[Records excerpted from a collection]
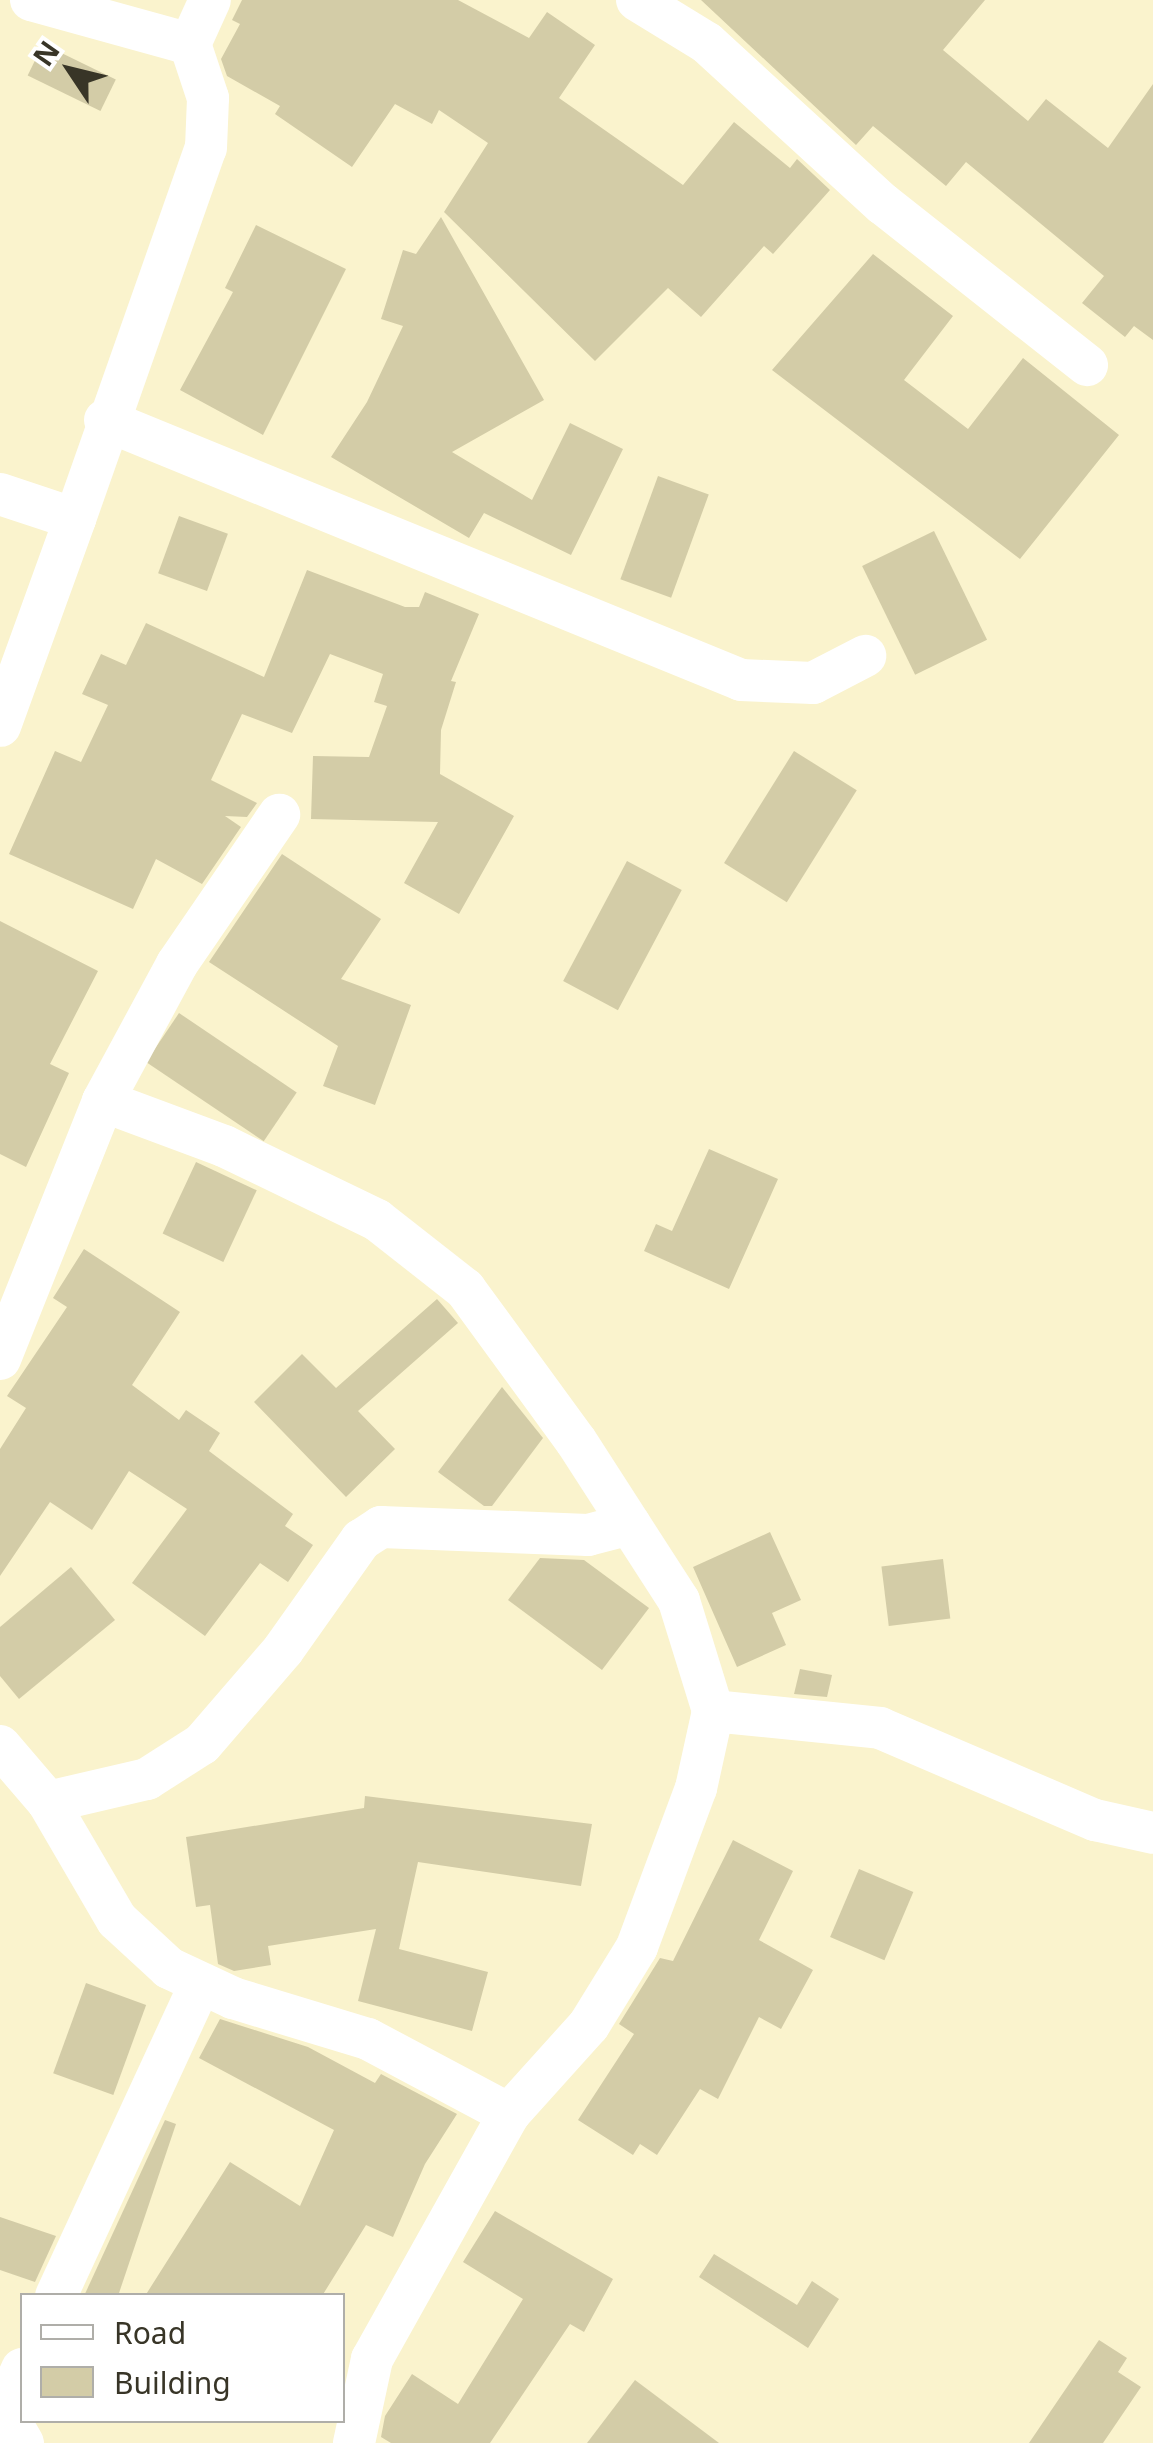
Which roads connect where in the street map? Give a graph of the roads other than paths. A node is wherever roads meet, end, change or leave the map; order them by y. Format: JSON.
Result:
{"nodes":[{"id":1,"x":31,"y":0,"type":"edge"},
{"id":2,"x":210,"y":0,"type":"edge"},
{"id":3,"x":637,"y":0,"type":"edge"},
{"id":4,"x":190,"y":44,"type":"junction"},
{"id":5,"x":1087,"y":365,"type":"dead end"},
{"id":6,"x":105,"y":420,"type":"junction"},
{"id":7,"x":0,"y":494,"type":"edge"},
{"id":8,"x":75,"y":519,"type":"junction"},
{"id":9,"x":865,"y":656,"type":"dead end"},
{"id":10,"x":0,"y":726,"type":"edge"},
{"id":11,"x":279,"y":815,"type":"dead end"},
{"id":12,"x":103,"y":1102,"type":"junction"},
{"id":13,"x":0,"y":1358,"type":"edge"},
{"id":14,"x":630,"y":1524,"type":"junction"},
{"id":15,"x":712,"y":1711,"type":"junction"},
{"id":16,"x":0,"y":1746,"type":"edge"},
{"id":17,"x":48,"y":1802,"type":"junction"},
{"id":18,"x":1153,"y":1833,"type":"edge"},
{"id":19,"x":199,"y":1986,"type":"junction"},
{"id":20,"x":508,"y":2114,"type":"junction"},
{"id":21,"x":57,"y":2293,"type":"edge"},
{"id":22,"x":20,"y":2373,"type":"edge"},
{"id":23,"x":23,"y":2443,"type":"edge"},
{"id":24,"x":354,"y":2443,"type":"edge"}],
"edges":[{"from":1,"to":4,"type":"street"},
{"from":2,"to":4,"type":"street"},
{"from":3,"to":5,"type":"street"},
{"from":4,"to":6,"type":"street"},
{"from":6,"to":8,"type":"street"},
{"from":6,"to":9,"type":"street"},
{"from":7,"to":8,"type":"street"},
{"from":8,"to":10,"type":"street"},
{"from":11,"to":12,"type":"street"},
{"from":12,"to":13,"type":"street"},
{"from":12,"to":14,"type":"street"},
{"from":14,"to":15,"type":"street"},
{"from":14,"to":17,"type":"street"},
{"from":15,"to":18,"type":"street"},
{"from":15,"to":20,"type":"street"},
{"from":16,"to":17,"type":"street"},
{"from":17,"to":19,"type":"street"},
{"from":19,"to":20,"type":"street"},
{"from":19,"to":21,"type":"street"},
{"from":20,"to":24,"type":"street"},
{"from":22,"to":23,"type":"street"}]}
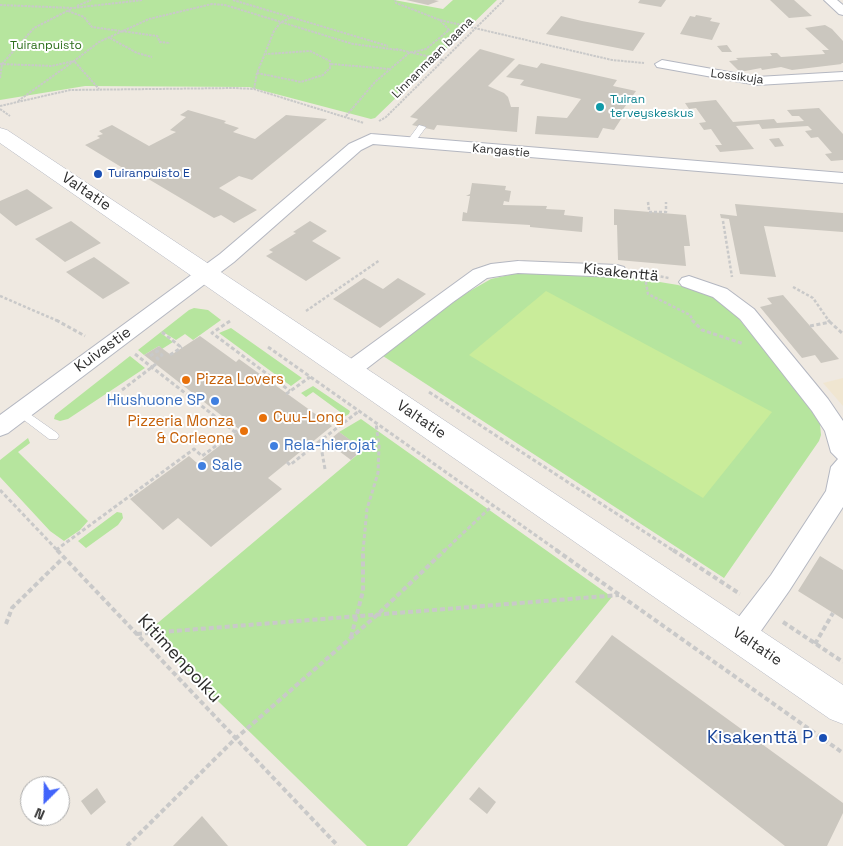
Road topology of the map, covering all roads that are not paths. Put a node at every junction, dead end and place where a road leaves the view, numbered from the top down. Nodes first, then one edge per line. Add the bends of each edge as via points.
1 (830, 0) edge
2 (843, 11) edge
3 (662, 64) road end
4 (843, 76) edge
5 (6, 126) edge
6 (422, 127) dead end
7 (410, 144) junction
8 (843, 178) edge
9 (618, 270) road end
10 (206, 274) junction
11 (689, 282) road end
12 (349, 371) junction
13 (20, 411) junction
14 (0, 427) edge
15 (53, 436) dead end
16 (843, 452) edge
17 (843, 467) edge
18 (741, 636) junction
19 (843, 706) edge

1 - 2 street
3 - 4 street, Lossikuja via 757,81
5 - 10 street, Valtatie
6 - 7 lane
7 - 8 street, Kangastie
7 - 10 street, Kangastie via 371,140 355,147
9 - 12 street, Kisakenttä via 527,267 480,274
10 - 12 street, Valtatie
10 - 13 street, Kuivastie
11 - 16 street via 711,288 747,314 836,429
12 - 18 street, Valtatie
13 - 14 street, Kuivastie
13 - 15 lane
17 - 18 street via 838,494
18 - 19 street, Valtatie

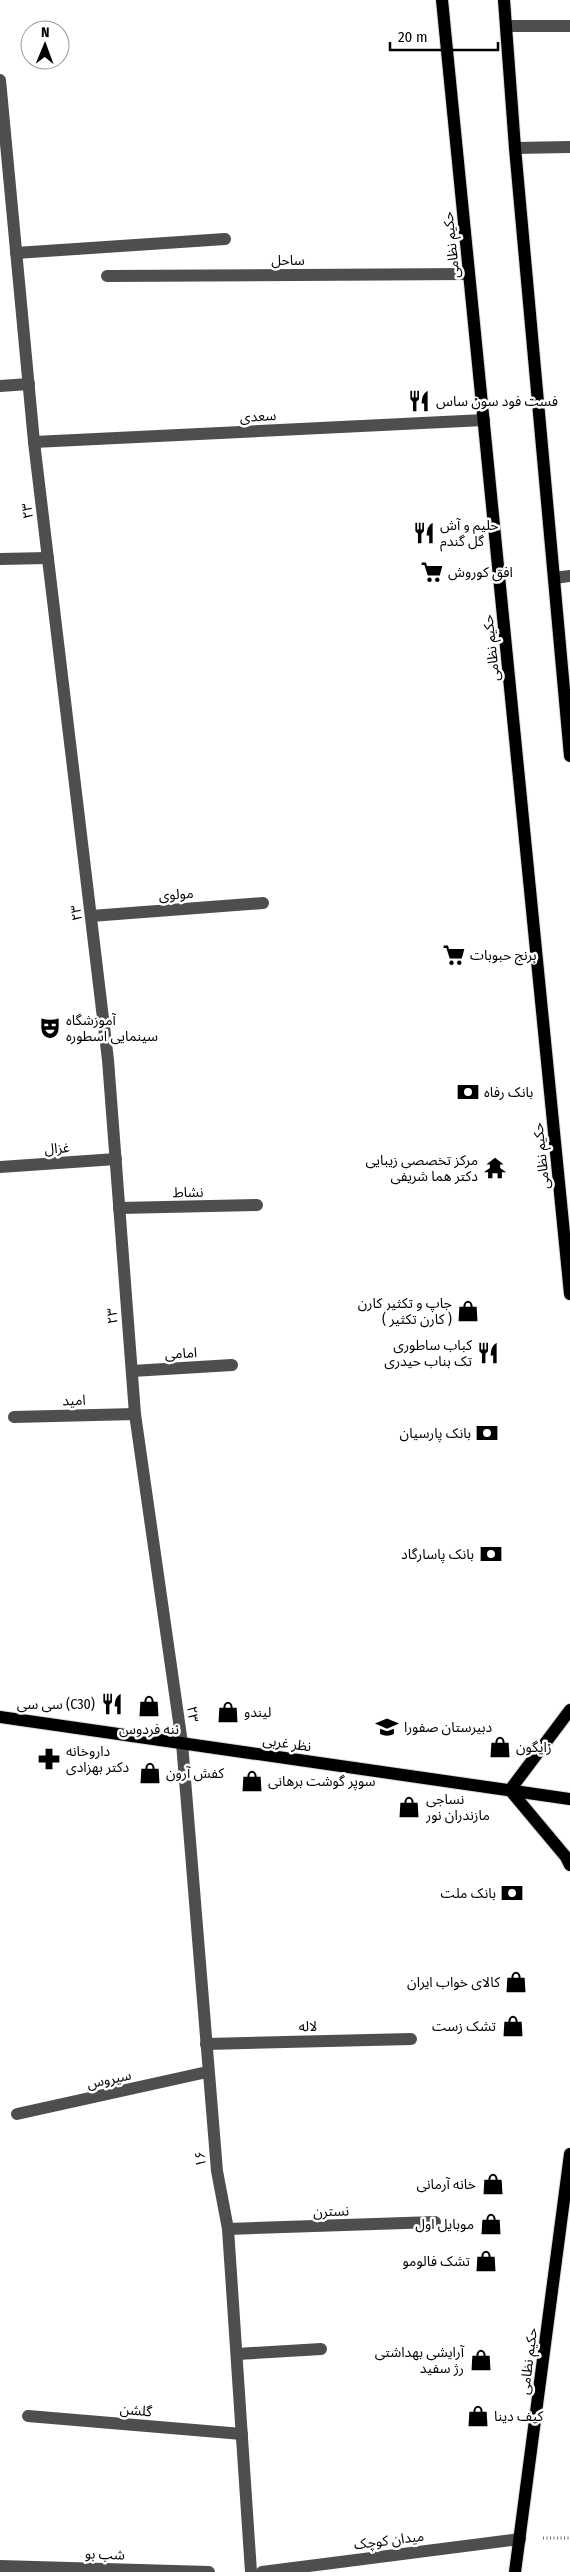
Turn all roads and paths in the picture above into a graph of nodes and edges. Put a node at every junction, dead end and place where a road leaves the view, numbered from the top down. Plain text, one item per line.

The task |
Omit every picture, and otherwise quote the entries exactly.

Result of the task |
Which roads connect where in the street map? Give a graph of the roads other than paths. A node is wherever roads meet, end, change or leave the map; order them by y. Format: JSON.
Result:
{"nodes":[{"id":1,"x":31,"y":0,"type":"edge"},
{"id":2,"x":210,"y":0,"type":"edge"},
{"id":3,"x":637,"y":0,"type":"edge"},
{"id":4,"x":190,"y":44,"type":"junction"},
{"id":5,"x":1087,"y":365,"type":"dead end"},
{"id":6,"x":105,"y":420,"type":"junction"},
{"id":7,"x":0,"y":494,"type":"edge"},
{"id":8,"x":75,"y":519,"type":"junction"},
{"id":9,"x":865,"y":656,"type":"dead end"},
{"id":10,"x":0,"y":726,"type":"edge"},
{"id":11,"x":279,"y":815,"type":"dead end"},
{"id":12,"x":103,"y":1102,"type":"junction"},
{"id":13,"x":0,"y":1358,"type":"edge"},
{"id":14,"x":630,"y":1524,"type":"junction"},
{"id":15,"x":712,"y":1711,"type":"junction"},
{"id":16,"x":0,"y":1746,"type":"edge"},
{"id":17,"x":48,"y":1802,"type":"junction"},
{"id":18,"x":1153,"y":1833,"type":"edge"},
{"id":19,"x":199,"y":1986,"type":"junction"},
{"id":20,"x":508,"y":2114,"type":"junction"},
{"id":21,"x":57,"y":2293,"type":"edge"},
{"id":22,"x":20,"y":2373,"type":"edge"},
{"id":23,"x":23,"y":2443,"type":"edge"},
{"id":24,"x":354,"y":2443,"type":"edge"}],
"edges":[{"from":1,"to":4,"type":"street"},
{"from":2,"to":4,"type":"street"},
{"from":3,"to":5,"type":"street"},
{"from":4,"to":6,"type":"street"},
{"from":6,"to":8,"type":"street"},
{"from":6,"to":9,"type":"street"},
{"from":7,"to":8,"type":"street"},
{"from":8,"to":10,"type":"street"},
{"from":11,"to":12,"type":"street"},
{"from":12,"to":13,"type":"street"},
{"from":12,"to":14,"type":"street"},
{"from":14,"to":15,"type":"street"},
{"from":14,"to":17,"type":"street"},
{"from":15,"to":18,"type":"street"},
{"from":15,"to":20,"type":"street"},
{"from":16,"to":17,"type":"street"},
{"from":17,"to":19,"type":"street"},
{"from":19,"to":20,"type":"street"},
{"from":19,"to":21,"type":"street"},
{"from":20,"to":24,"type":"street"},
{"from":22,"to":23,"type":"street"}]}
Road topology of the map, covering all roads that are not paths. Put a node at every junction, dead end and place where a road leaves the view, numbered from the top down. Nodes first, then one edge per line. Add the bends of each edge as via points.
1 (830, 0) edge
2 (843, 11) edge
3 (662, 64) road end
4 (843, 76) edge
5 (6, 126) edge
6 (422, 127) dead end
7 (410, 144) junction
8 (843, 178) edge
9 (618, 270) road end
10 (206, 274) junction
11 (689, 282) road end
12 (349, 371) junction
13 (20, 411) junction
14 (0, 427) edge
15 (53, 436) dead end
16 (843, 452) edge
17 (843, 467) edge
18 (741, 636) junction
19 (843, 706) edge

1 - 2 street
3 - 4 street, Lossikuja via 757,81
5 - 10 street, Valtatie
6 - 7 lane
7 - 8 street, Kangastie
7 - 10 street, Kangastie via 371,140 355,147
9 - 12 street, Kisakenttä via 527,267 480,274
10 - 12 street, Valtatie
10 - 13 street, Kuivastie
11 - 16 street via 711,288 747,314 836,429
12 - 18 street, Valtatie
13 - 14 street, Kuivastie
13 - 15 lane
17 - 18 street via 838,494
18 - 19 street, Valtatie

Turn all roads and paths in the picture above into a graph of nodes and edges. Put a node at every junction, dead end and place where a road leaves the view, numbered from the top down. Plain text, one item per line.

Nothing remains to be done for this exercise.